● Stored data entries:
***

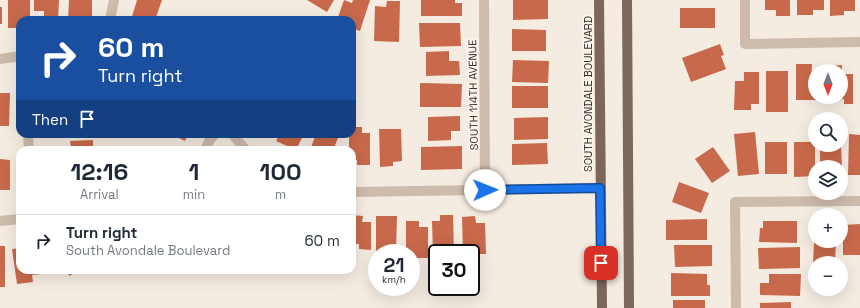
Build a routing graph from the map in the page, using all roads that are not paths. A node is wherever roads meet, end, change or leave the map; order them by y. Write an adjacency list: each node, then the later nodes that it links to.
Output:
1 (114, 0): 6 (street)
2 (484, 0): 13 (street, SOUTH 114TH AVENUE)
3 (599, 0): 12 (main road, SOUTH AVONDALE BOULEVARD)
4 (627, 0): 19 (main road)
5 (745, 0): 7 (street)
6 (111, 16)
7 (860, 42)
8 (16, 57): 9 (street)
9 (0, 59)
10 (236, 138): 11 (street)
11 (242, 146)
12 (600, 188): 13 (street); 18 (main road, SOUTH AVONDALE BOULEVARD)
13 (485, 190): 14 (street)
14 (356, 192)
15 (860, 201): 20 (street)
16 (16, 219): 17 (street)
17 (0, 220)
18 (602, 308)
19 (629, 308)
20 (736, 308)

***

● Work instructions: Write out every record above exactly as it stands, but leave out the pictures.

● Problem solution:
Build a routing graph from the map in the page, using all roads that are not paths. A node is wherever roads meet, end, change or leave the map; order them by y. Write an adjacency list: each node, then the later nodes that it links to.
Output:
1 (114, 0): 6 (street)
2 (484, 0): 13 (street, SOUTH 114TH AVENUE)
3 (599, 0): 12 (main road, SOUTH AVONDALE BOULEVARD)
4 (627, 0): 19 (main road)
5 (745, 0): 7 (street)
6 (111, 16)
7 (860, 42)
8 (16, 57): 9 (street)
9 (0, 59)
10 (236, 138): 11 (street)
11 (242, 146)
12 (600, 188): 13 (street); 18 (main road, SOUTH AVONDALE BOULEVARD)
13 (485, 190): 14 (street)
14 (356, 192)
15 (860, 201): 20 (street)
16 (16, 219): 17 (street)
17 (0, 220)
18 (602, 308)
19 (629, 308)
20 (736, 308)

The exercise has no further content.